Lymphangiomas are localized malformations of the lymphatic system that most commonly occur in the head and neck. However, less than 1% of all lymphangiomas are confined to the mediastinum. The standard treatment has been surgical excision, but the involvement of vital structures in the area local to the lymphangioma makes total excision virtually impossible in most cases. To our knowledge, there has been no report of mediastinal lymphangioma treated with endobronchial ultrasound-guided transbronchial needle aspiration (EBUS-TBNA). We report here the first case of safe, effective treatment of a very large mediastinal lymphangioma using EBUS-TBNA in a 29-year-old man.

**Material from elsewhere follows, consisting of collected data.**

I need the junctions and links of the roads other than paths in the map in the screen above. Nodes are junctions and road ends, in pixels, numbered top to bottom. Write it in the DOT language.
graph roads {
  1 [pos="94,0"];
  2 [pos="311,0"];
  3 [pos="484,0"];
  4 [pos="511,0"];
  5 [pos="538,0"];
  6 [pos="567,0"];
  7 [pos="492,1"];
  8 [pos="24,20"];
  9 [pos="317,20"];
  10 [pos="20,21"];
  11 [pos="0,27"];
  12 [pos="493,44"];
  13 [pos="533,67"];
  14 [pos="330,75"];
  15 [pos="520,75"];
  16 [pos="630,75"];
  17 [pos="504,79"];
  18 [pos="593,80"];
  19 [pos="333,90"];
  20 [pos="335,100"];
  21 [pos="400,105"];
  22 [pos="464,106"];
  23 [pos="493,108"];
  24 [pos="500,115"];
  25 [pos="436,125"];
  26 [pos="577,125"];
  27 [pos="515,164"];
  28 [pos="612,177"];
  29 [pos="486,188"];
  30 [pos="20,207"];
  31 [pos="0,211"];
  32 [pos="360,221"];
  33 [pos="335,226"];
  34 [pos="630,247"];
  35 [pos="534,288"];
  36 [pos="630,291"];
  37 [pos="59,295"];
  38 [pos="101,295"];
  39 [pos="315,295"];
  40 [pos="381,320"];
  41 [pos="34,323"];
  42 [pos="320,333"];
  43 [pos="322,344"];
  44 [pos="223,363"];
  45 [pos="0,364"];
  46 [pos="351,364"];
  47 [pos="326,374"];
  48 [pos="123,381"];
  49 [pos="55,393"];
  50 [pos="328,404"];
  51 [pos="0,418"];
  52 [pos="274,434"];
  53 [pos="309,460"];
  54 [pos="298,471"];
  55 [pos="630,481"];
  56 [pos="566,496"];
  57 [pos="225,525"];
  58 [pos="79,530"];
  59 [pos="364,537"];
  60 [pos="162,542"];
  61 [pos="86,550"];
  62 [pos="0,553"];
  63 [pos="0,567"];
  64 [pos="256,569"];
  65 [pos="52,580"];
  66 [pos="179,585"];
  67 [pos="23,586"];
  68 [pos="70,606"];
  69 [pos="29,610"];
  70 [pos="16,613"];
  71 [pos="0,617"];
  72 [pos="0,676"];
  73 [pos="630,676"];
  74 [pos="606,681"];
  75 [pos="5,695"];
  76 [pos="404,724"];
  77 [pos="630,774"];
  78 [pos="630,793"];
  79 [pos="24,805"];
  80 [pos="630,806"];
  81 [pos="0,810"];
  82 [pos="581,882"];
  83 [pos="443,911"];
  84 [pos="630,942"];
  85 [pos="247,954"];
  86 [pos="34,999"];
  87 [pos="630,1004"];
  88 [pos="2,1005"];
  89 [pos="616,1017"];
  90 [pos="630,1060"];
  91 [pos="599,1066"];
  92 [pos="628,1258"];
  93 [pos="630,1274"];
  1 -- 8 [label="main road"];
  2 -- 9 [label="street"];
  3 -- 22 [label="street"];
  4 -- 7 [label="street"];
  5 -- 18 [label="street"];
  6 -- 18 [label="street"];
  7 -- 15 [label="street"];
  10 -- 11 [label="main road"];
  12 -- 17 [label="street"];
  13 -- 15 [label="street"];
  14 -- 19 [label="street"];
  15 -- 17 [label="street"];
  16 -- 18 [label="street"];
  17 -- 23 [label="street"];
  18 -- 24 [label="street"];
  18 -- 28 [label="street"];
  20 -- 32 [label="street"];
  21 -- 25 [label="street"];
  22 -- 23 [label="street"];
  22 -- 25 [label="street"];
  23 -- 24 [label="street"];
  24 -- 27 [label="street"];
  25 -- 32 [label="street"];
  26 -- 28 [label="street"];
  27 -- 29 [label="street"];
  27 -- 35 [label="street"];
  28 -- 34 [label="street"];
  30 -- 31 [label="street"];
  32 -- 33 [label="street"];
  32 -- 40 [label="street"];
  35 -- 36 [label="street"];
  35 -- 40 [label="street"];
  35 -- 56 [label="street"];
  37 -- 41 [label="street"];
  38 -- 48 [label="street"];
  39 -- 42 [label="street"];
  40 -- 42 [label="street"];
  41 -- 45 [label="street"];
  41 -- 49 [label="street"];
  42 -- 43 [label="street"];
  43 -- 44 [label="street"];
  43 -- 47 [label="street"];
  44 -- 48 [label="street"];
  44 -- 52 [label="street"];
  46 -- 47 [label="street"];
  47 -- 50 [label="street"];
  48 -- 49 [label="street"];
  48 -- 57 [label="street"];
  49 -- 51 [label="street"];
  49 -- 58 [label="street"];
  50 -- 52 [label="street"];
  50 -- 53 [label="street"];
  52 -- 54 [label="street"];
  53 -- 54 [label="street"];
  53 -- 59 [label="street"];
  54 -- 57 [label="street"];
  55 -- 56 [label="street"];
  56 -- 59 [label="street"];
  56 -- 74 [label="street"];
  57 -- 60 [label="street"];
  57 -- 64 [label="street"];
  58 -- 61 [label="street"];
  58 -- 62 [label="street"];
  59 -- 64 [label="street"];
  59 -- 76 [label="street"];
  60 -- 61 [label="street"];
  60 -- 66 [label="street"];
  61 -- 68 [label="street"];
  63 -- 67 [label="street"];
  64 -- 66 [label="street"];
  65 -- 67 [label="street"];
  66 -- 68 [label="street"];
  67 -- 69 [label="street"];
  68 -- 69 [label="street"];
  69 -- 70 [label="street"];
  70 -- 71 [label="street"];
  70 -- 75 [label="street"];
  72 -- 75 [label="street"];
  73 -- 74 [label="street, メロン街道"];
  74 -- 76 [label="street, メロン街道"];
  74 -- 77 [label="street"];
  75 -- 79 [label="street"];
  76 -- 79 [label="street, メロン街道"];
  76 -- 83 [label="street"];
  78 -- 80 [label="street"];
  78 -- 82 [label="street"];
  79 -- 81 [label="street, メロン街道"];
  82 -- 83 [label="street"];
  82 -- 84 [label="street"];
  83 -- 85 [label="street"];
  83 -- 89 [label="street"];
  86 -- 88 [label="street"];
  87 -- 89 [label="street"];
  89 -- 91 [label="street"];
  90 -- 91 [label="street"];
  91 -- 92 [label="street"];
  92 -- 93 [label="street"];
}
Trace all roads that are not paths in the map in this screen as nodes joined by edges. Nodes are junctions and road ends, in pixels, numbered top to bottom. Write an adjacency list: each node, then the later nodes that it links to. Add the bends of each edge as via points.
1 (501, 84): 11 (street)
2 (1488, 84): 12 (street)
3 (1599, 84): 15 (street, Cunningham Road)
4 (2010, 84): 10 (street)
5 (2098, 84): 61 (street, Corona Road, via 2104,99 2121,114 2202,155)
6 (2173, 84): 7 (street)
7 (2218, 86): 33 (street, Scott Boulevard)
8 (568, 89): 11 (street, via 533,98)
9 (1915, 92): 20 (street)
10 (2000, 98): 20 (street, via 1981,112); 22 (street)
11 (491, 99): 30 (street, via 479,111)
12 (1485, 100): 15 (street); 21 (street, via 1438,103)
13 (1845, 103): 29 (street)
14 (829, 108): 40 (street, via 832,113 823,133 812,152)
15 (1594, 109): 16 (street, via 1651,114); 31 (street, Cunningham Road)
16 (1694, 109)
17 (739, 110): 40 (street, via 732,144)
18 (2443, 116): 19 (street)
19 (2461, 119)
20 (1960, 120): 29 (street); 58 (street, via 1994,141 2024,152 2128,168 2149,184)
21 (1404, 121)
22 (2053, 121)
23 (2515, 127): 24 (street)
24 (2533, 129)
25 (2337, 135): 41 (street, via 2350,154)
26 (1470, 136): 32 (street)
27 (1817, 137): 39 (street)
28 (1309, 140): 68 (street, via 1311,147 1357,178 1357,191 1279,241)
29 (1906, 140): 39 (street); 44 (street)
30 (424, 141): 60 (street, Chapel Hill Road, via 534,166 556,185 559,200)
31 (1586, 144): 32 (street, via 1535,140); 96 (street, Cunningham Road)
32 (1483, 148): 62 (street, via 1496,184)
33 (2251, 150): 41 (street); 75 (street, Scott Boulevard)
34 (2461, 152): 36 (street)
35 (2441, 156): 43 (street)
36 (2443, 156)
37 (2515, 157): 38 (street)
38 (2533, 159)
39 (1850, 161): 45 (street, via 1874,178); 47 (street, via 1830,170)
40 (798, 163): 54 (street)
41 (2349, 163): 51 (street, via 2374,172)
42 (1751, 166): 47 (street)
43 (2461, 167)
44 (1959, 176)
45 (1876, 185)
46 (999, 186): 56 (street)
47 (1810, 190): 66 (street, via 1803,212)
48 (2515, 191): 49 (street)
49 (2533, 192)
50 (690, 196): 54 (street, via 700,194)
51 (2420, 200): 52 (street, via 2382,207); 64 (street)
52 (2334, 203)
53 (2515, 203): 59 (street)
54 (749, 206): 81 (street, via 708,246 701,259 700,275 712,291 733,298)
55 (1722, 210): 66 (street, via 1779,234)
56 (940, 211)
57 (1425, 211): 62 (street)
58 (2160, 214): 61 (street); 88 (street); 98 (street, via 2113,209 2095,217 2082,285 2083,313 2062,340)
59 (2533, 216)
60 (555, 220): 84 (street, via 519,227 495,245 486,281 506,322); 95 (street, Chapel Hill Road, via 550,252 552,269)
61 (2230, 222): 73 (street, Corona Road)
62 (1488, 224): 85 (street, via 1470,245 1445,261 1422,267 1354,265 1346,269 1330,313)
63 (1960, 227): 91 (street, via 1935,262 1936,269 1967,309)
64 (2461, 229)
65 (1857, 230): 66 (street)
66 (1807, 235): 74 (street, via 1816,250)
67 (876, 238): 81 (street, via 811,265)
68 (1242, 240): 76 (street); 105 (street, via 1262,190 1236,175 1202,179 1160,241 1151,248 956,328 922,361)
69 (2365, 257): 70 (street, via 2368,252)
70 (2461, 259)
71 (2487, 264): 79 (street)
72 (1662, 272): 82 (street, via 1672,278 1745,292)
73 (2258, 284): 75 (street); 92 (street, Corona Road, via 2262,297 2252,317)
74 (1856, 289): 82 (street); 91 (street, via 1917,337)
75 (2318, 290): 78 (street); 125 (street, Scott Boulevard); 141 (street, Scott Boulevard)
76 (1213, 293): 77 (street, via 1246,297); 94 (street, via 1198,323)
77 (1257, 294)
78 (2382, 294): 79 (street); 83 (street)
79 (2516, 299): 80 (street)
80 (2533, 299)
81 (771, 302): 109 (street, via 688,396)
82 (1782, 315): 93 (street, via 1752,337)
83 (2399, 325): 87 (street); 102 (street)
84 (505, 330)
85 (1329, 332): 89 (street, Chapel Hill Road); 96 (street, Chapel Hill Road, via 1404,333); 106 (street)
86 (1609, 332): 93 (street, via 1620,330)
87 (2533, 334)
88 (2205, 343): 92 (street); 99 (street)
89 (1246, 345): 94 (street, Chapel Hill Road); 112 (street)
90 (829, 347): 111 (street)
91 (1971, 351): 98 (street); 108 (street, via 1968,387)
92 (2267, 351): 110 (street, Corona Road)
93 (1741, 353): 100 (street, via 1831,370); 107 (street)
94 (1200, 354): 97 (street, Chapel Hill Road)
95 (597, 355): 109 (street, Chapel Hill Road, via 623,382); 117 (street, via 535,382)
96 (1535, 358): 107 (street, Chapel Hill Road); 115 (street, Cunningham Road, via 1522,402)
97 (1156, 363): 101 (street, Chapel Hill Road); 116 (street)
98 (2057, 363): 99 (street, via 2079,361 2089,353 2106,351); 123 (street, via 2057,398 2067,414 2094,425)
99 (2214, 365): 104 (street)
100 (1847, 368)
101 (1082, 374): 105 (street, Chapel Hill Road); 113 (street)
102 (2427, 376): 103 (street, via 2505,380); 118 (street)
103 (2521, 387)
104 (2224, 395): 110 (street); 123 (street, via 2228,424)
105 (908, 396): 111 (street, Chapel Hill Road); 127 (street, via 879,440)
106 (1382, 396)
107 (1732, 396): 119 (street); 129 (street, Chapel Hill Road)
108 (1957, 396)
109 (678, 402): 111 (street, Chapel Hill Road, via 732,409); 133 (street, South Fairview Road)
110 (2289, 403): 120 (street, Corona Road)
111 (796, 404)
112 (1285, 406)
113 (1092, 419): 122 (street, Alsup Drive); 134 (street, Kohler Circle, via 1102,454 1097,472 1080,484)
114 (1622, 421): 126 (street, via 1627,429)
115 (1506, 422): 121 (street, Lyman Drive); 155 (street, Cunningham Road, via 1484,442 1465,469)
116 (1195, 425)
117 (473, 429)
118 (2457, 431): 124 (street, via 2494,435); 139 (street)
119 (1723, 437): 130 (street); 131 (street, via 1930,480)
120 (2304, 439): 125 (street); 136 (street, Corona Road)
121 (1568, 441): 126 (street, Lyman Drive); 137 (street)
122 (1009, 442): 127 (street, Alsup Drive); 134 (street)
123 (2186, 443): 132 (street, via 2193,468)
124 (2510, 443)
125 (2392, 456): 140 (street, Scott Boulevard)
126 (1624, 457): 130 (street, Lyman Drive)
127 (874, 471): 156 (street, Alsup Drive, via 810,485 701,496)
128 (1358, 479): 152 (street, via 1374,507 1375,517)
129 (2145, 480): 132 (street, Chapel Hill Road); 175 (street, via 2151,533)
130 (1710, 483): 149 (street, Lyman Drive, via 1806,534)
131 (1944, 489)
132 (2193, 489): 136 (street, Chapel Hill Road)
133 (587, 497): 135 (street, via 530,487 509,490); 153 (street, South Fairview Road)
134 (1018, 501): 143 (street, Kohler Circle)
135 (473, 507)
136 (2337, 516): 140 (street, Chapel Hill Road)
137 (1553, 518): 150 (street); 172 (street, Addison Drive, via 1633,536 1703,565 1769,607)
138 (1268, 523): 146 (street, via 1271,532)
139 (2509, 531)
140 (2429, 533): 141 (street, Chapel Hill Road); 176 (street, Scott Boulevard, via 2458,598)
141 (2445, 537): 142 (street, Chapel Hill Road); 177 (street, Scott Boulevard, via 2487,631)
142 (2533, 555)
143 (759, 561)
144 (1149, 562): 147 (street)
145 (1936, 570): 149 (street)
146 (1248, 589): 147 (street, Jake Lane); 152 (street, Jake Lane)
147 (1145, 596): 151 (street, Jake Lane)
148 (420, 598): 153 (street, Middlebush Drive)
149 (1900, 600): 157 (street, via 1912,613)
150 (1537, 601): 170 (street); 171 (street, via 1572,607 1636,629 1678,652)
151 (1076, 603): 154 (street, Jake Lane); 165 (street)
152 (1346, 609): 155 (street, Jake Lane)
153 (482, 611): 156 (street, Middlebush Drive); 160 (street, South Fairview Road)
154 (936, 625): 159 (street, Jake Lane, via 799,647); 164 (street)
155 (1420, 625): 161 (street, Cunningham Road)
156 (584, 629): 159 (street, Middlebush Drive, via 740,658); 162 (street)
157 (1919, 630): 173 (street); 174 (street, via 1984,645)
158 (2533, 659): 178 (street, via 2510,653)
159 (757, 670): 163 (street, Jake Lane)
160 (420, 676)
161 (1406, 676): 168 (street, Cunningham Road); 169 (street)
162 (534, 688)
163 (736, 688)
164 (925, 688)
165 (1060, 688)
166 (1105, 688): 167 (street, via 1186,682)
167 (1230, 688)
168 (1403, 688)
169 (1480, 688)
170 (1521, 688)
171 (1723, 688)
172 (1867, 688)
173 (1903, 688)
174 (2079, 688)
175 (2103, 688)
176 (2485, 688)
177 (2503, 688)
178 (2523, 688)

• The standard treatment of mediastinal lymphangioma has been surgical excision. However, the involvement of vital structures in the area local to the lymphangioma makes total excision virtually impossible in most cases.

• Endobronchial ultrasound-guided transbronchial needle aspiration may be a safe, effective, new alternative treatment for mediastinal lymphangioma that avoids the unfavorable outcomes associated with other treatments.

Lymphangiomas are rare benign lesions characterized by the focal proliferation of well-differentiated lymphatic tissue that present as multicystic or sponge-like accumulations. Less than 1% of all lymphangiomas are confined to the mediastinum. Although the majority of lymphangiomas present in the first 2 years of life, recognition of lymphangiomas in adults has recently increased. The treatment options for lymphangioma are percutaneous aspiration, laser therapy, percutaneous sclerotherapy and surgery. However, treatment of mediastinal lymphangioma remains difficult [1,2,3,4]. To our knowledge, no mediastinal lymphangioma treated with endobronchial ultrasound-guided transbronchial needle aspiration (EBUS-TBNA) has been reported in the English literature. This study reports the first successful treatment of a mediastinal lymphangioma in an adult using EBUS-TBNA.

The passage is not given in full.